Mideast violence: beware the swamp of political expediency

ON the second anniversary of the American bombing of Libya, Col. Muammar Qaddafi pointed a sharply accusing finger at the double standard Washington applies to hate and violence: ``In creating justifications for positions and actions against us, America makes a mountain out of a molehill,'' lamented the resilient master of Libyan policy, ``but, for the Israelis, America makes a molehill out of a mountain.'' As an unrelenting critic of Colonel Qaddafi's support for acts of violence these past 15 years, I do not accept his blanket characterization of them as ``molehills.'' But his basic complaint that Washington deliberately overlooks Israeli ``mountains'' remains valid. Therefore, I had reason to reflect when, less than 36 hours after our interview at Bab Azziziyah Barracks, Israeli commandos invaded Tunisia and brutally assassinated the Palestine Liberation Organization's Khalil al-Wazir (nom de guerre, Abu Jihad) in a desperate effort to stop Palestinian youths from hurling stones at occupation forces.

I was reminded of my condemnation of the so-called Libyan ``hit squads'' in a lengthy compendium of Libyan misdeeds that was published in July 1980. As in Tunis, those ``hits'' involved the premeditated murder of government opponents. There were, of course, differences as well as similarities between the acts of violence, but they hardly mitigated the Israeli action. Most significantly, the Libyans were usually ``hit'' by pairs of overly zealous teen-age bunglers who were captured at the scene. The Wazir operation was conducted by a team of up to 20 disciplined military professionals who evaded capture by using US-built aircraft and electronic technology to jam Tunisian communications. That distinction hardly favors Israel on the issue of plausible deniability or insulates the US from criticism.

Wazir's brutal death also reminded me of Egyptian President Anwar Sadat's assassination in October 1981. For all intents and purposes, the second-ranking figure in the PLO was as much a government official as Sadat, but there were again differences as well as similarities.

No matter how repugnant and damaging, Sadat's assassination was executed by Egyptians on Egyptian soil; Wazir was struck down by foreign enemies in a third country that had only given him refuge at US urging following the PLO's defeat in Lebanon. That difference can only encourage the spread of violence beyond the battlefield and raise the question of US reliability.

Despite a lack of evidence of Libyan operational involvement in Sadat's death, I urged that we end our business-as-usual relationship in order to warn Qaddafi - and his would-be emulators - that open encouragement and justification of political violence is intolerable. Editorialists, members of Congress, and the administration endorsed the idea. The first of an escalating set of economic sanctions was put in place in December.

In the course of writing a book on the bloody deterioration of US-Libyan relations, I have been warned by the Iran-contra revelations to be wary of third-country manipulation, disreputable information peddlers, orchestrated disinformation campaigns, partisan political agendas, and frustrated White House activists. Still, I am convinced that some condemnation of Libyan activities was warranted and economic sanctions were appropriate. But, such condemnation and punishment can be justified only if it is evenly applied to all who perpetuate the hatred and violence that kill our citizens, paralyze our diplomacy, and rupture longstanding relationships.
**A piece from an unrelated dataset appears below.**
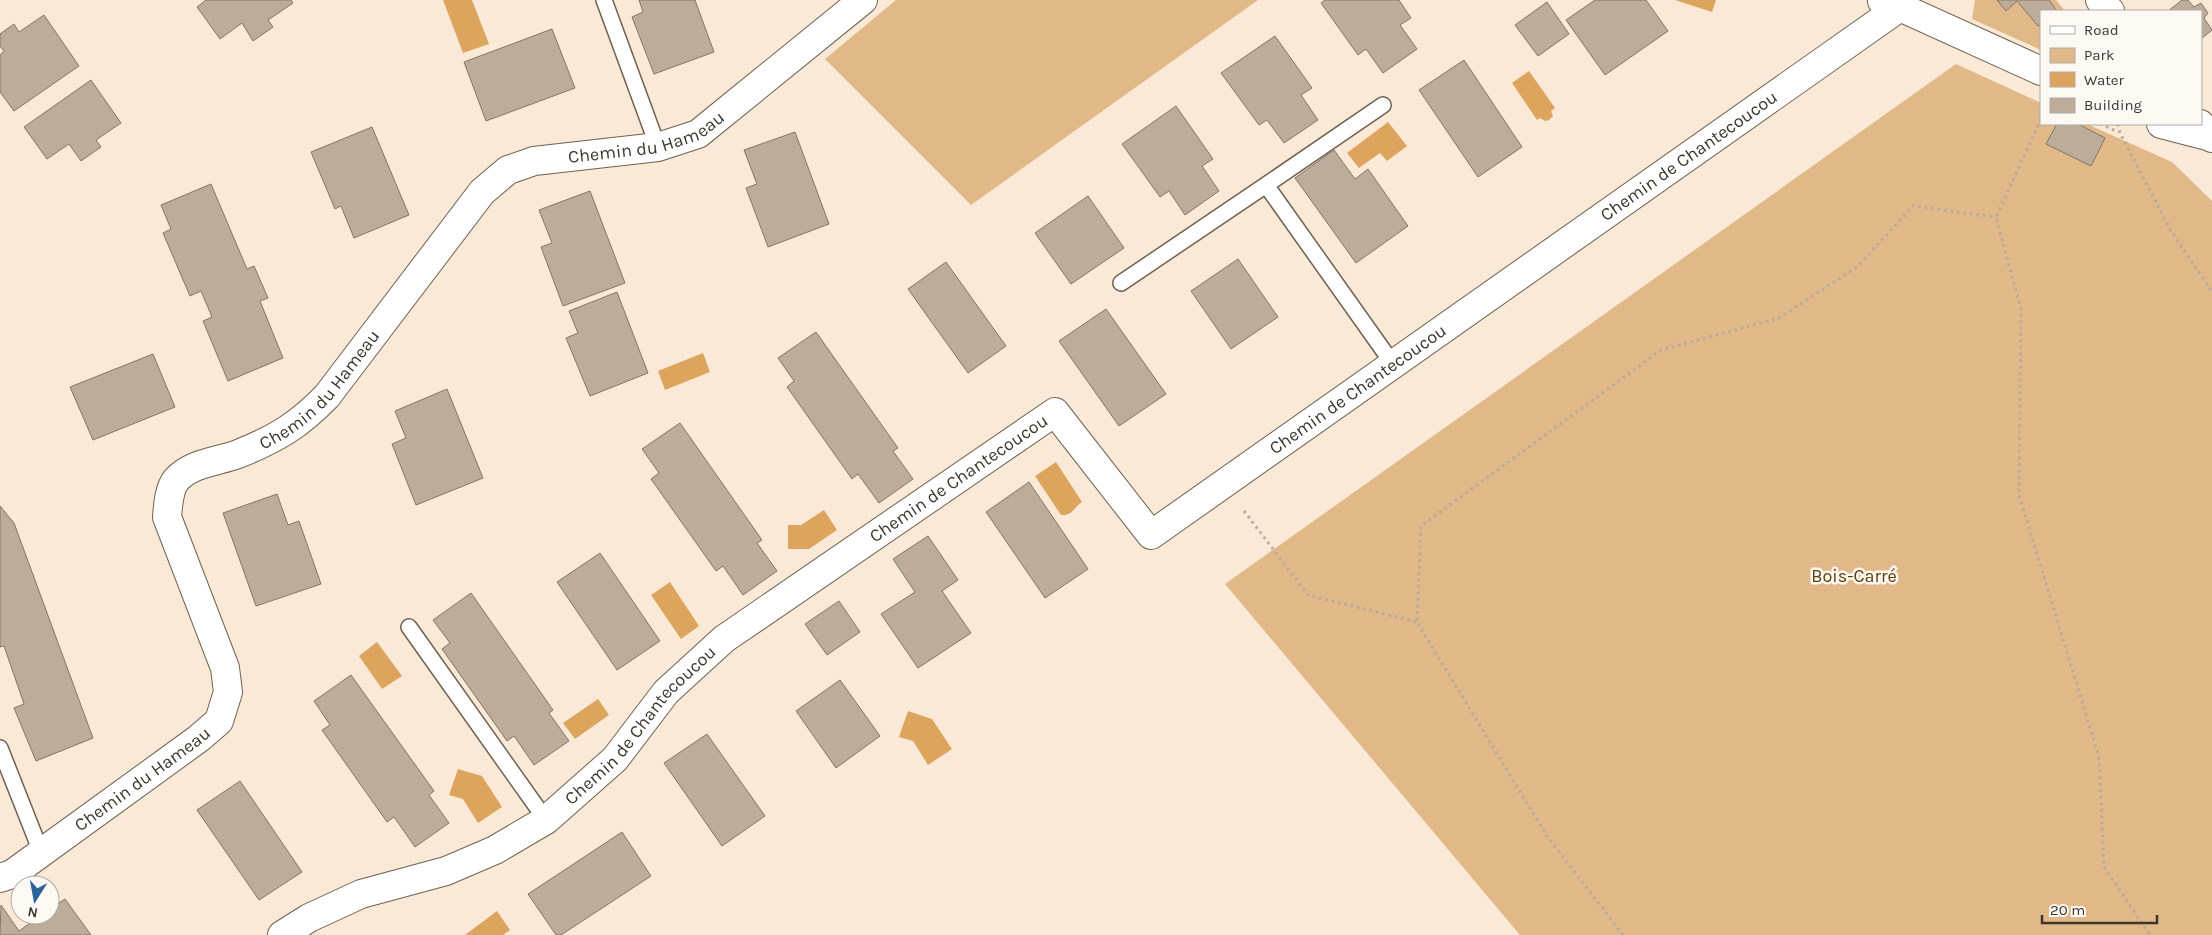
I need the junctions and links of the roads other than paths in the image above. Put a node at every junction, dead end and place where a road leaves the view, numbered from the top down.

Given the US response to Wazir's murder, I regret the lack of such equity. Just five days later, the US and Israel signed an unprecedented five-year agreement for military, economic, political, and intelligence cooperation. Then the US abstained on an otherwise unanimous UN Security Council condemnation of the assassination.

A dual standard that rewards violence perpetrated by Israel and punishes that committed by Libya, or any other Arab state, undercuts our national interest. It relinquishes the moral high ground which, for all its pitfalls, provides better footing than the swamp of political expediency. It undermines Arab governments and forces them to distance themselves from US objectives. It discredits American efforts to win international support for a professedly evenhanded resolution of the Arab-Israeli conflict. And, perhaps most dangerous, it sets an example for others - Qaddafi included - to adopt similarly hypocritical standards that can be used to justify violence under circumstances of their own choosing.

``We don't expect the United States to abandon Israel,'' one of Qaddafi's longtime colleagues said to me. ``But we do want to be judged by the same standards. Wrong is wrong, whether it is in Munich, Beirut, Tripoli, or wherever...,'' including, I would now add, Tunis.

It seems an admonition worth heeding if we want to encourage Qaddafi to exercise restraint; the other side of the coin is to concede that every party can determine for himself when ``wrong is right.''

G. Henry M. Schuler is director of the Dewey F. Bartlett Program on Energy Security at the Center for Strategic and International Studies in Washington, D.C. His recent trip to Libya was authorized by the US government.